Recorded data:
§

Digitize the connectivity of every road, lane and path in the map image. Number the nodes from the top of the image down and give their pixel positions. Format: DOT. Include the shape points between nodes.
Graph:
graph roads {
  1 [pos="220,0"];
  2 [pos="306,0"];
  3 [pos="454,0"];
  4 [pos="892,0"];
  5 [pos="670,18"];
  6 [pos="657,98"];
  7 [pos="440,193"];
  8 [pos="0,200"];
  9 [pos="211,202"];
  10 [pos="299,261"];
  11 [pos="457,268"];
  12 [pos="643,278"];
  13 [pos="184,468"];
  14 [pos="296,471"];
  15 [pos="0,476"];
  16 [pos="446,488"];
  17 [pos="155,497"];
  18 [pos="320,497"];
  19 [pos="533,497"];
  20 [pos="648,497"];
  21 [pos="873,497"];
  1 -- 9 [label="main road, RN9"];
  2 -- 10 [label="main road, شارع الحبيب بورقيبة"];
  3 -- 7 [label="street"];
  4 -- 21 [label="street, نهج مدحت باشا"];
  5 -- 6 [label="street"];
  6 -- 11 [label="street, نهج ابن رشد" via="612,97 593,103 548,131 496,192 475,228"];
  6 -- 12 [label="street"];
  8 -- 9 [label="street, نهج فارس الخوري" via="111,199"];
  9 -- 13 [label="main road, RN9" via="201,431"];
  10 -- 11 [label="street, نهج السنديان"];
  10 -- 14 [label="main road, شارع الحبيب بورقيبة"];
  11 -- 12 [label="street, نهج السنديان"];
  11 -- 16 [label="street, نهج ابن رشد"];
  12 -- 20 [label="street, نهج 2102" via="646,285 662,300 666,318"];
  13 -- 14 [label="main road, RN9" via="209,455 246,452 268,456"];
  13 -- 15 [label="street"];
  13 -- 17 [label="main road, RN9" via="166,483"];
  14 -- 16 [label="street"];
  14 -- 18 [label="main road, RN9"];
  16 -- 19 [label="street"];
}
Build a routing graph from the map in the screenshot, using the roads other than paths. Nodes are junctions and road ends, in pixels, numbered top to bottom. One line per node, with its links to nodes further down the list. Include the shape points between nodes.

§

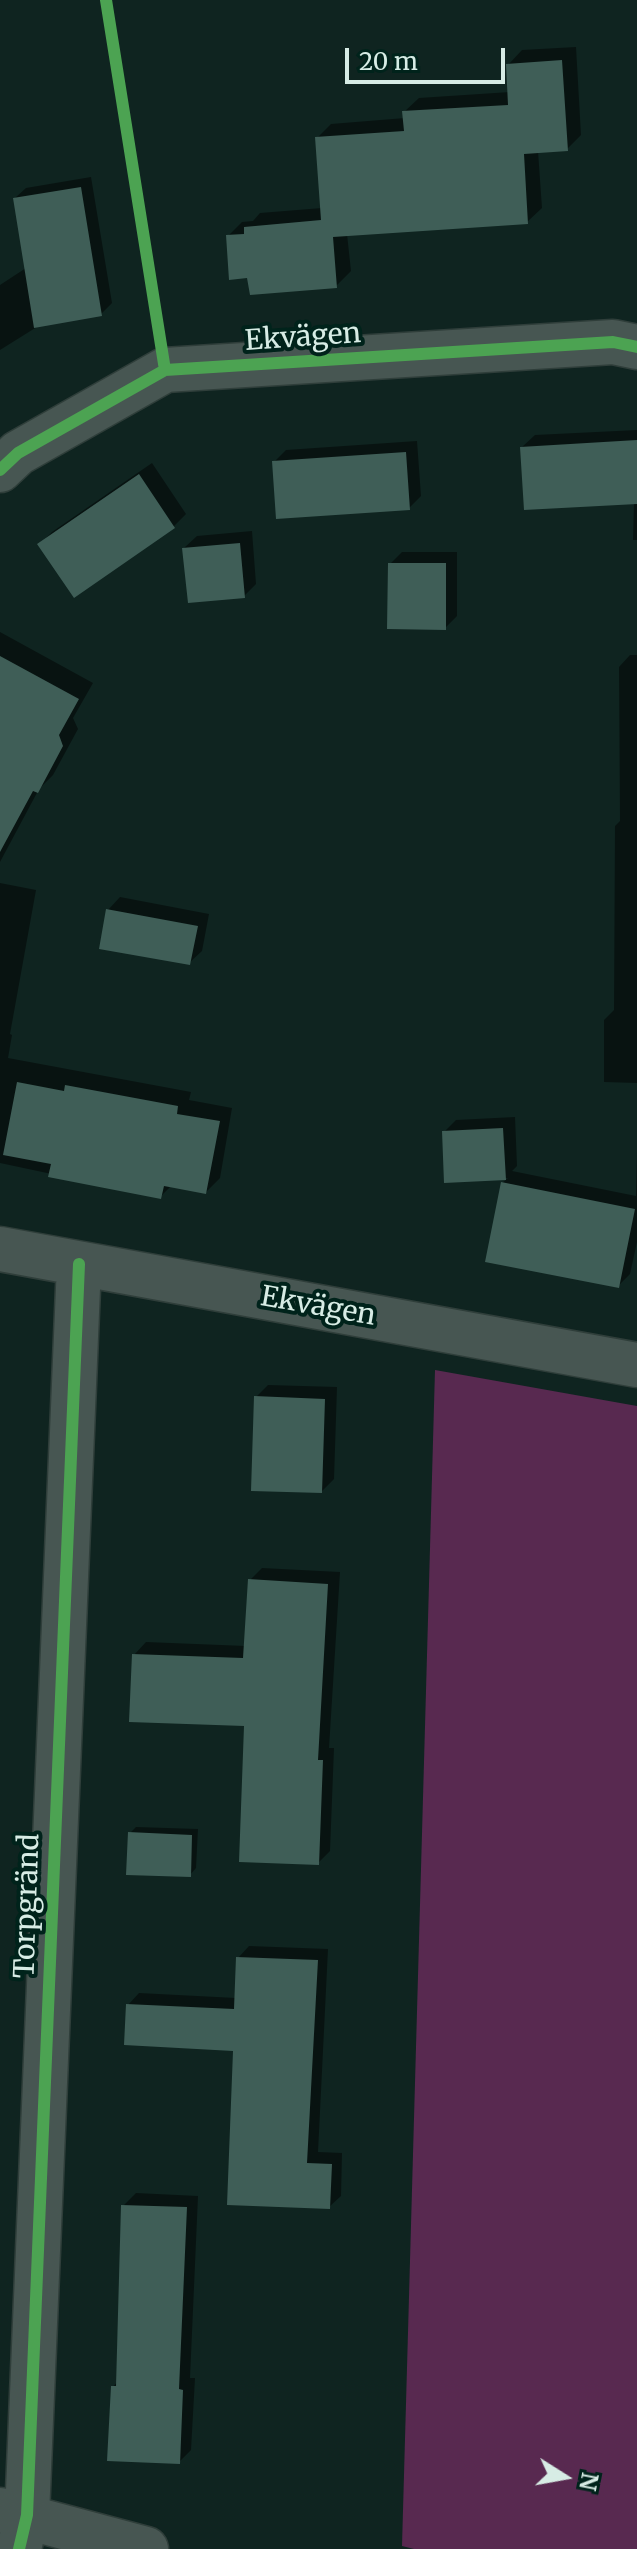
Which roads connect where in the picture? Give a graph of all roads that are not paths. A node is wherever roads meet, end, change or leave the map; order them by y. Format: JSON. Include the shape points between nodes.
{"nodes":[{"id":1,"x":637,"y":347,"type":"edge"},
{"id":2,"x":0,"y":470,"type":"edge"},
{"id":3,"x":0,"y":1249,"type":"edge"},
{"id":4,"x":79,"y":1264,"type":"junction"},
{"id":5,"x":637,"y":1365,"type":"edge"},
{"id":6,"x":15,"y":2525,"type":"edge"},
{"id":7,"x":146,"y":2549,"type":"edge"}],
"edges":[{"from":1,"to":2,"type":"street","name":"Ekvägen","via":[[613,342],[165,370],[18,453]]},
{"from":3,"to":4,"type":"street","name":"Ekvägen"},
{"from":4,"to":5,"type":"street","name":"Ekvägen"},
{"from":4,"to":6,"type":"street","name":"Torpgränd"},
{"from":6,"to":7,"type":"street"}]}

§

_What to produce_:
As listed above, the lines from the line with "Digitize the connectivity" to the line with "Build a routing" are to be echoed exactly, with both ends included and nothing added.

_Written response_:
Digitize the connectivity of every road, lane and path in the map image. Number the nodes from the top of the image down and give their pixel positions. Format: DOT. Include the shape points between nodes.
Graph:
graph roads {
  1 [pos="220,0"];
  2 [pos="306,0"];
  3 [pos="454,0"];
  4 [pos="892,0"];
  5 [pos="670,18"];
  6 [pos="657,98"];
  7 [pos="440,193"];
  8 [pos="0,200"];
  9 [pos="211,202"];
  10 [pos="299,261"];
  11 [pos="457,268"];
  12 [pos="643,278"];
  13 [pos="184,468"];
  14 [pos="296,471"];
  15 [pos="0,476"];
  16 [pos="446,488"];
  17 [pos="155,497"];
  18 [pos="320,497"];
  19 [pos="533,497"];
  20 [pos="648,497"];
  21 [pos="873,497"];
  1 -- 9 [label="main road, RN9"];
  2 -- 10 [label="main road, شارع الحبيب بورقيبة"];
  3 -- 7 [label="street"];
  4 -- 21 [label="street, نهج مدحت باشا"];
  5 -- 6 [label="street"];
  6 -- 11 [label="street, نهج ابن رشد" via="612,97 593,103 548,131 496,192 475,228"];
  6 -- 12 [label="street"];
  8 -- 9 [label="street, نهج فارس الخوري" via="111,199"];
  9 -- 13 [label="main road, RN9" via="201,431"];
  10 -- 11 [label="street, نهج السنديان"];
  10 -- 14 [label="main road, شارع الحبيب بورقيبة"];
  11 -- 12 [label="street, نهج السنديان"];
  11 -- 16 [label="street, نهج ابن رشد"];
  12 -- 20 [label="street, نهج 2102" via="646,285 662,300 666,318"];
  13 -- 14 [label="main road, RN9" via="209,455 246,452 268,456"];
  13 -- 15 [label="street"];
  13 -- 17 [label="main road, RN9" via="166,483"];
  14 -- 16 [label="street"];
  14 -- 18 [label="main road, RN9"];
  16 -- 19 [label="street"];
}
Build a routing graph from the map in the screenshot, using the roads other than paths. Nodes are junctions and road ends, in pixels, numbered top to bottom. One line per node, with its links to nodes further down the list. Include the shape points between nodes.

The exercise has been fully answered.